Ora, o dito FONAGE não possui competência para legislar acerca da criação, nem do funcionamento e muito menos do processo dos juizados especiais, se tratando apenas de reuniões onde são debatidos temas variados acerca da lei do Juizado Especial, não tendo, portanto, função legislativa e nem vinculante.

Doravante as previsões legais plasmadas no Código de Processo Civil em vigor, artigos 371 e 372, deixam claro que o Princípio do Livre Convencimento do Juiz continua em voga embora não o preveja de forma explicita.

Conforme contradições apresentadas, o jurisdicionado se encontra em situação delicada, quais sejam:

  1. O que deverá prevalecer? – a lei dos juizados especiais cíveis ou os Enunciados do FONAJE?
  1. Seguindo este raciocínio, qual a competência para legislar acerca do procedimento dos juizados especiais cíveis, os Estados, a União e o Distrito Federal de forma concorrente ou o FÓRUM NACIONAL DOS JUIZADOS ESPECIAIS?
  1. Poderá então o juiz por livre convencimento julgar cada caso com base na legislação ou em determinado enunciado?

Seguem as possíveis respostas:

“Juiz que julga conforme conhecimento próprio dos fatos. É nula sentença em que o juiz se vale de conhecimento próprio dos fatos. Se o fato não é notório e se o juiz não aplica máximas de experiência, julga com base em conhecimento próprio e faz as vezes de testemunha extrajudicial, estando impedido de exercer suas funções jurisdicionais, ante a ausência de pressuposto processual de imparcialidade”[1]

“Mais ainda, e na medida em que o direito trata de relações de poder, tem-se, na verdade, em muitos casos, uma mixagem entre posturas “formalistas” e “realistas”, isto é, por vezes, a “vontade da lei” e a “essência da lei” devem ser buscadas com todo vigor; em outras, há uma ferrenha procura pela solipsista “vontade do legislador”[2]

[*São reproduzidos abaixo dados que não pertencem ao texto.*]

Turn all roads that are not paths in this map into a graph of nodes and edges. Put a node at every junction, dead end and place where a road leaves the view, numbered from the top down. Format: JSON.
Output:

“(…) a elaboração de um enunciado interpretativo não o converte em uma norma individual e concreta, capaz de estar automaticamente – e definitivamente — pronta para tutelar o caso concreto, principalmente diante das novas exigências previstas no artigo 489 do novo CPC.”[3]

Conforme art. 489 e incisos do Código de Processo Civil em vigor as decisões deverão ser fundamentadas, estabelecendo uma relação lógica entre o que se decide e o que está posto, não sendo suficiente citar súmulas ou jurisprudência, sendo necessário estabelecer uma relação entre a decisão e o objeto analisado em cada caso concreto.

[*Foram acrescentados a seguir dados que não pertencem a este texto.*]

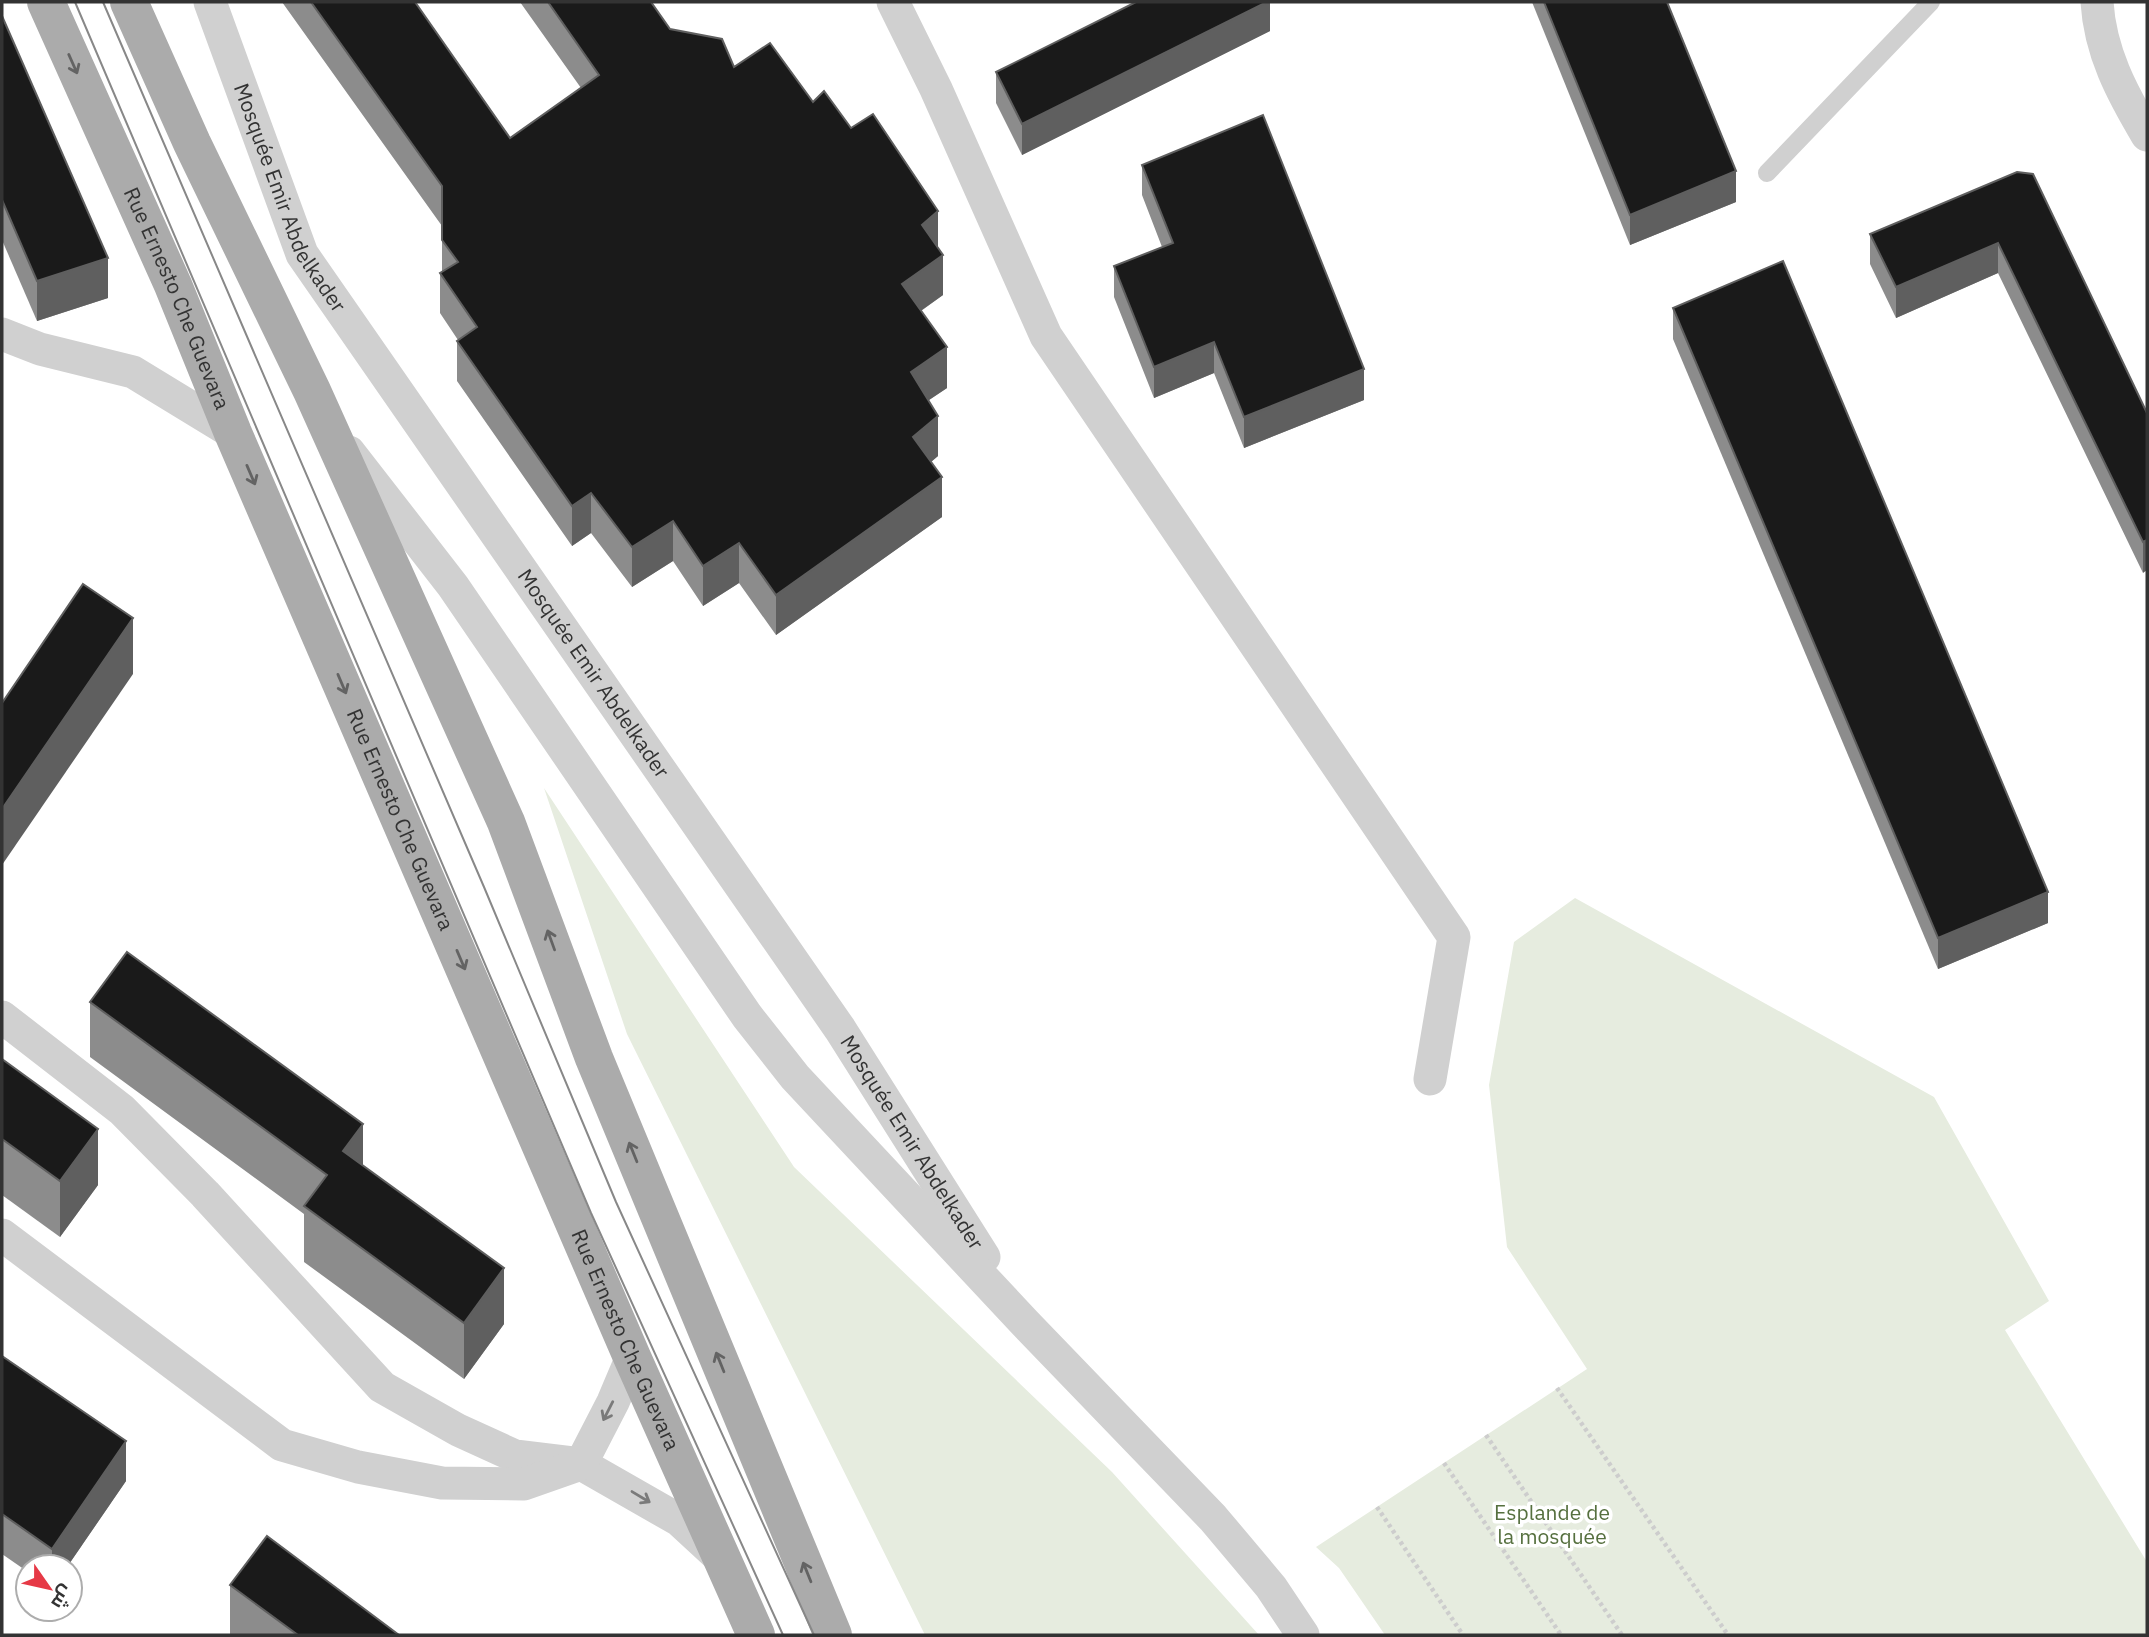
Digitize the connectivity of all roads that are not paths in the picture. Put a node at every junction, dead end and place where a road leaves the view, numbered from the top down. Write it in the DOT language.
graph roads {
  1 [pos="46,2"];
  2 [pos="129,2"];
  3 [pos="210,2"];
  4 [pos="893,2"];
  5 [pos="1931,2"];
  6 [pos="2098,2"];
  7 [pos="2147,135"];
  8 [pos="1767,173"];
  9 [pos="2,334"];
  10 [pos="326,423"];
  11 [pos="233,433"];
  12 [pos="2,1017"];
  13 [pos="1430,1079"];
  14 [pos="2,1235"];
  15 [pos="1025,1323"];
  16 [pos="632,1357"];
  17 [pos="581,1464"];
  18 [pos="724,1561"];
  19 [pos="756,1635"];
  20 [pos="833,1635"];
  21 [pos="1303,1635"];
  1 -- 11 [label="main road, Rue Ernesto Che Guevara, one-way"];
  2 -- 10 [label="main road"];
  3 -- 15 [label="street, Mosquée Emir Abdelkader"];
  4 -- 13 [label="street"];
  5 -- 8 [label="lane"];
  6 -- 7 [label="street"];
  9 -- 11 [label="street"];
  10 -- 15 [label="street"];
  20 -- 10 [label="main road, one-way"];
  11 -- 16 [label="main road, Rue Ernesto Che Guevara, one-way"];
  12 -- 17 [label="street"];
  14 -- 17 [label="street"];
  15 -- 21 [label="street"];
  16 -- 17 [label="street, one-way"];
  16 -- 18 [label="main road, Rue Ernesto Che Guevara"];
  17 -- 18 [label="street, one-way"];
  18 -- 19 [label="main road, Rue Ernesto Che Guevara"];
}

Portanto as decisões judiciais deverão ser prolatadas com cabe nas provas trazidas ao processo, bem como na relação existente entre essas provas, a legislação e o caso concreto em sim. Se assim não for feito, não será impossível que se tenha em breve um banco de dados e o lançamento automático acerca de determinado assunto, o que dispensaria o elemento humano em seu processamento, tornando o judiciário um mero processador de dados.

Seguindo o raciocínio, (COMPARATO, FABIO CONDER, 2006, ETICA, pág. 433), para que a humanidade se liberte da condição de objeto, ou ainda, de massa de manobra do poder do mais forte é de vital importância que cada cidadão tome consciência do seu papel ativo e transformador ao longo da evolução histórica.

Neste diapasão entendemos que o objeto do “Direito” é o homem em sociedade, os conflitos advindos da sua relação com os outros, com o Estado e com as empresas privadas.

Ora, é função do Estado enquanto representante desta massa compreender que, (COMPARATO, FABIO CONCER, 2006, ETICA, pág. 434) o indivíduo componente desta “massa” se distingue das coisas materiais porque tem dignidade e não um preço, em outras palavras, o Estado juiz deverá representar o seu jurisdicionado reconhecendo uma decisão judicial, não como um valor monetário em si, e sim, o reconhecimento de determinado direito materializado em valores monetários e não o contrário.

Neste contexto, não é raro a afirmação do valor de uma vida ou a perda desta para uma família, ou o valor de um braço, uma perna, ou qualquer outro objeto que esteja sendo discutido em um processo judicial, importante frisar que  o progresso tecnológico deverá ocorrer de forma associada da ética e ao reconhecimento desta massa de pessoas, assim como o tratamento individual de suas demandas.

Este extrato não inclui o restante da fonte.